START Provided records
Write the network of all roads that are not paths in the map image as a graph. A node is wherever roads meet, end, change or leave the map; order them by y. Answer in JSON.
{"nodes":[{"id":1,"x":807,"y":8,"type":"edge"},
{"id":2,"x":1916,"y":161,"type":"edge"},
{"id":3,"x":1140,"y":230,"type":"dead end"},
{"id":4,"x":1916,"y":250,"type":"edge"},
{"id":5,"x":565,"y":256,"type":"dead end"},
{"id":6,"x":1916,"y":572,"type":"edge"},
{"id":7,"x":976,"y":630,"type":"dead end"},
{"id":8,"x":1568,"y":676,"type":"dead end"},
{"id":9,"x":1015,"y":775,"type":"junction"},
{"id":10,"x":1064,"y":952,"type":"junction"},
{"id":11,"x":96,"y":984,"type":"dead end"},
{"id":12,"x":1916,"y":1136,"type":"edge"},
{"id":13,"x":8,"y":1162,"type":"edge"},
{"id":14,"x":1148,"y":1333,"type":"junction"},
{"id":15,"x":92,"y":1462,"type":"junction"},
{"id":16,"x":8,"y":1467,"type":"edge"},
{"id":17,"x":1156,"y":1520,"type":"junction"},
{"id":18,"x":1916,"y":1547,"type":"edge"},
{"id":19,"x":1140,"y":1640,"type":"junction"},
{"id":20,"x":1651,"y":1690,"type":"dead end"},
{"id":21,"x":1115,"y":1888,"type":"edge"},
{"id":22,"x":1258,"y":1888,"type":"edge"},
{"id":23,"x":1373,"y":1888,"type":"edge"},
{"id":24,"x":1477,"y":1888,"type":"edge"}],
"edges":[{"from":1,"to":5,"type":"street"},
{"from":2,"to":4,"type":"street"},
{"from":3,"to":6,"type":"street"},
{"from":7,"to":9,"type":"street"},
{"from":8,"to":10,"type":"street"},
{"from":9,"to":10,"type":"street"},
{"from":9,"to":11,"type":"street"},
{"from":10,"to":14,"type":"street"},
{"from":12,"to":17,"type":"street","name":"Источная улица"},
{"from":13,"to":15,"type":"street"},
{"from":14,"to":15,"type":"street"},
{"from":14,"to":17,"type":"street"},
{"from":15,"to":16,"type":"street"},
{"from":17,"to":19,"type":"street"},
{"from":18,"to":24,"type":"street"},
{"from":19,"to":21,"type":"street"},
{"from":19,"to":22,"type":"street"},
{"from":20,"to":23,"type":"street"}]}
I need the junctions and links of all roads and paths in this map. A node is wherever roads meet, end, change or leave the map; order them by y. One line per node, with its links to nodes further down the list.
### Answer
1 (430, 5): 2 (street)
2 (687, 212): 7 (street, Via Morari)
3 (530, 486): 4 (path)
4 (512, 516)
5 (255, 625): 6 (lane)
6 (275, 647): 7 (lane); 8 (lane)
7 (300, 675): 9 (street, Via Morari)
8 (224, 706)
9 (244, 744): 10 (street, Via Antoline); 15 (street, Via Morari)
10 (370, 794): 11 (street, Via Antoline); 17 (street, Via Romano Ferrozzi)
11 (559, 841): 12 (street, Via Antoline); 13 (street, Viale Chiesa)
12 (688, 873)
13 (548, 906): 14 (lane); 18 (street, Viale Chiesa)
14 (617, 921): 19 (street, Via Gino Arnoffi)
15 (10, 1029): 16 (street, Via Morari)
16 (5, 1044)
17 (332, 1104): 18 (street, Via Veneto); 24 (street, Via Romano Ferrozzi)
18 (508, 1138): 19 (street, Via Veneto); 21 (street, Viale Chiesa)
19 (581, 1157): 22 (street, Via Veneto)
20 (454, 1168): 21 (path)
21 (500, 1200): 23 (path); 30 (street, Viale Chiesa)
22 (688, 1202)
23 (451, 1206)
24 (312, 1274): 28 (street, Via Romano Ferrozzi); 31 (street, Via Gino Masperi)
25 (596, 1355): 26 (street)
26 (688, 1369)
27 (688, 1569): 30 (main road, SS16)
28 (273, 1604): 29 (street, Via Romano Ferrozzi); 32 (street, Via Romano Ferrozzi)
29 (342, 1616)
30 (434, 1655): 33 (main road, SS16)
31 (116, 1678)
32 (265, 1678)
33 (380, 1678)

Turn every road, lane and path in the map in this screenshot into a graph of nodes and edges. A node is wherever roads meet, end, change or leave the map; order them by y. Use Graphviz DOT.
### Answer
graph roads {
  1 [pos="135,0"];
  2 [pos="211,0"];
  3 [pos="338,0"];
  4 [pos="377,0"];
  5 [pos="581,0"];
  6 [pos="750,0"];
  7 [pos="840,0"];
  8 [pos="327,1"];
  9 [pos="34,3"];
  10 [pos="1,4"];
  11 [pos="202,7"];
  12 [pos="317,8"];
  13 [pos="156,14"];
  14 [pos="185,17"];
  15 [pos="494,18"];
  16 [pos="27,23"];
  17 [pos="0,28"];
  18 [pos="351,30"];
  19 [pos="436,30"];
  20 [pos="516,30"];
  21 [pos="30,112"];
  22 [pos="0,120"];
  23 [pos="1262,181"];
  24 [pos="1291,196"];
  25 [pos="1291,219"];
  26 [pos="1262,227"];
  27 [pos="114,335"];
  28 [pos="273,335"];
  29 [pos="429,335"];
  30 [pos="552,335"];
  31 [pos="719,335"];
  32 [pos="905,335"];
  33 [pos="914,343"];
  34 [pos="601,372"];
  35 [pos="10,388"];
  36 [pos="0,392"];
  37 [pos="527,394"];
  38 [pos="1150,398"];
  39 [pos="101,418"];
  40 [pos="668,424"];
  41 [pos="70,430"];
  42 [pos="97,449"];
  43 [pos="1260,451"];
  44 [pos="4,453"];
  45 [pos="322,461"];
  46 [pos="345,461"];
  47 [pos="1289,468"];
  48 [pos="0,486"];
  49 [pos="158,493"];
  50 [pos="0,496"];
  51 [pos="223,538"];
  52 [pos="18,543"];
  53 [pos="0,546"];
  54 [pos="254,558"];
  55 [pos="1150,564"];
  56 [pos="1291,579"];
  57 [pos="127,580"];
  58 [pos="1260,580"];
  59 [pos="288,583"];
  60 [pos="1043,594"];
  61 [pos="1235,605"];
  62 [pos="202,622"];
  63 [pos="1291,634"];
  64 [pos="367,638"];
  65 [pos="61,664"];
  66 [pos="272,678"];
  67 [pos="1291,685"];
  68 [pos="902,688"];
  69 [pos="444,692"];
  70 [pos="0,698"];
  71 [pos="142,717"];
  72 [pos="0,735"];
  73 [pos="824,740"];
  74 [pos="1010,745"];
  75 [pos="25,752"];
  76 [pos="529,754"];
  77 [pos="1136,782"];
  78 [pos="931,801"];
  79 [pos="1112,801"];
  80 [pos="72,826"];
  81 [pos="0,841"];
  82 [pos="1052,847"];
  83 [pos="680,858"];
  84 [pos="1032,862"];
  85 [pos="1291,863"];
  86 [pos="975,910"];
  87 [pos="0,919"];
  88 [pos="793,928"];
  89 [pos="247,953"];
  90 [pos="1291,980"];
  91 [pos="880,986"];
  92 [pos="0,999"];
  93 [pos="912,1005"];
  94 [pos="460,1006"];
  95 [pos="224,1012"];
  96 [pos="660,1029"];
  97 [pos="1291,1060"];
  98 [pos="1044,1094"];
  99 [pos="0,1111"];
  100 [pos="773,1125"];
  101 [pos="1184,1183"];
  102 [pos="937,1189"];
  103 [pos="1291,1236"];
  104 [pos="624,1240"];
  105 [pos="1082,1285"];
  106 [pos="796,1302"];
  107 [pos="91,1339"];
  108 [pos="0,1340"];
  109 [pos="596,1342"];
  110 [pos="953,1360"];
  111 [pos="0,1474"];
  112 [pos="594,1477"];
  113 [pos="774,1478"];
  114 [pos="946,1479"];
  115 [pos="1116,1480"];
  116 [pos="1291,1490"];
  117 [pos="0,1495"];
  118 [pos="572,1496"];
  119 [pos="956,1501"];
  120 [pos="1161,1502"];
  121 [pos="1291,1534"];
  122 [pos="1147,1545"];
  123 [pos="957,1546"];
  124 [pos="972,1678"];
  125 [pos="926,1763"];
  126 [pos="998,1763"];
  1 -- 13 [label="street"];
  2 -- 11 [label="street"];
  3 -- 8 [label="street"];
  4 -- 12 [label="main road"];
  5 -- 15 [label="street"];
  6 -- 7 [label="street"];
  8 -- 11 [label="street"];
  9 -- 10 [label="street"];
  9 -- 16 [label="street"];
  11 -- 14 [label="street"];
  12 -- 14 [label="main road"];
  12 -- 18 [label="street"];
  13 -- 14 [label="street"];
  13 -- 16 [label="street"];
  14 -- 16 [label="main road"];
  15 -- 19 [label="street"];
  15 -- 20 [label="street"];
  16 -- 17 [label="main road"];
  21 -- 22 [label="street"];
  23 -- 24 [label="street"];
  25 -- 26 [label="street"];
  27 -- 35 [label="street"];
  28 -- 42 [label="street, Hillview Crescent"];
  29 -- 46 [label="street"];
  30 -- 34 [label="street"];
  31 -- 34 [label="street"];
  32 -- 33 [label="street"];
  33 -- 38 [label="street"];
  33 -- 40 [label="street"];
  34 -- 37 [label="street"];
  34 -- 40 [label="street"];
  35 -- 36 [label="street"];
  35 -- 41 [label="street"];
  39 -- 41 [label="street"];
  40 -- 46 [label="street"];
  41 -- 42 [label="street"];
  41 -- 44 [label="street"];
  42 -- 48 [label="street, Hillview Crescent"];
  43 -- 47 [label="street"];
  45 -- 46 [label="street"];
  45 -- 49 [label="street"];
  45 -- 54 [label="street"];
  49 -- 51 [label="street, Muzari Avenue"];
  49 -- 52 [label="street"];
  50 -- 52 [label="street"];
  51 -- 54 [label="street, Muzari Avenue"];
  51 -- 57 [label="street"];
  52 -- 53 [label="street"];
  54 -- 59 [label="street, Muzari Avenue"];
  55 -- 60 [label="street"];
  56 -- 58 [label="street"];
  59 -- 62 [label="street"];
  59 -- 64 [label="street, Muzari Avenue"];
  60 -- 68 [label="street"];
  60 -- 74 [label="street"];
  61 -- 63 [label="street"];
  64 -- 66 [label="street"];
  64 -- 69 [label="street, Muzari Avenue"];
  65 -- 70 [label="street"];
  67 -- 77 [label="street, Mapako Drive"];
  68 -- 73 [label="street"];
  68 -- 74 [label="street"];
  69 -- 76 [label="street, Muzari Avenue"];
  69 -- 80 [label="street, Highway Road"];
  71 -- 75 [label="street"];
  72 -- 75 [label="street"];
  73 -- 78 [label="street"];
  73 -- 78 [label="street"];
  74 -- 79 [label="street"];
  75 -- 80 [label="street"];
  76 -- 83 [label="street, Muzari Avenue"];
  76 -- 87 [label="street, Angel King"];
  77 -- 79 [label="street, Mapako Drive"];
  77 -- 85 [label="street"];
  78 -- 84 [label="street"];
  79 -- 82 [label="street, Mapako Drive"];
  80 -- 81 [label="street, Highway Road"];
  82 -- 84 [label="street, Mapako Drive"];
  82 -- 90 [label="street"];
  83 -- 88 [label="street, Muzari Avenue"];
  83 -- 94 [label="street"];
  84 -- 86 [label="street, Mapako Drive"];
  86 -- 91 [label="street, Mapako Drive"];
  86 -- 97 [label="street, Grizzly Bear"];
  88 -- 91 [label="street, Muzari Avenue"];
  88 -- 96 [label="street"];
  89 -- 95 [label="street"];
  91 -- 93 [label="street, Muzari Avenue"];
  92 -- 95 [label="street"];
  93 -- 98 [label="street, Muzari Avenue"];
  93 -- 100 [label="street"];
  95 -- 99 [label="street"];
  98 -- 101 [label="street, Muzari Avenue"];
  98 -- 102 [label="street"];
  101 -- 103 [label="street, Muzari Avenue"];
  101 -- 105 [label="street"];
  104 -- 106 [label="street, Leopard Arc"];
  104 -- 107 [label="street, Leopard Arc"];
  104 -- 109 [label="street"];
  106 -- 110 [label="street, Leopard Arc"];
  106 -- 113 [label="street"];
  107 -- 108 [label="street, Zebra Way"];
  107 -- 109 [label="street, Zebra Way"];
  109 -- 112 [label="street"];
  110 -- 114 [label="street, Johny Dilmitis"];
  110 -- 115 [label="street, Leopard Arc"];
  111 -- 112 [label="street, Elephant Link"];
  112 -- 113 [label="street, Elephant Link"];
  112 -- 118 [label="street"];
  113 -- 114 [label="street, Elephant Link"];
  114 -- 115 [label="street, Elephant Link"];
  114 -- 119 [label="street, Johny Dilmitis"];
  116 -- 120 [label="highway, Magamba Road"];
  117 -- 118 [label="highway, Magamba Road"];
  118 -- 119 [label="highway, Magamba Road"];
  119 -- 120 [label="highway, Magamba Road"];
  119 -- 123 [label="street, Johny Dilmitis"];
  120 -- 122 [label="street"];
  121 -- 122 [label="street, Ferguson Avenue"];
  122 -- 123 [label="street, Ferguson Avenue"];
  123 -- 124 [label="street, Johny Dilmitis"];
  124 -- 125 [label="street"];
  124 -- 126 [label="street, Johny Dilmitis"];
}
END Provided records
Exercise directions:
Lines of the material may hold the string "Crescent". Copy each one that does.

Solution to this exercise:
  28 -- 42 [label="street, Hillview Crescent"];
  42 -- 48 [label="street, Hillview Crescent"];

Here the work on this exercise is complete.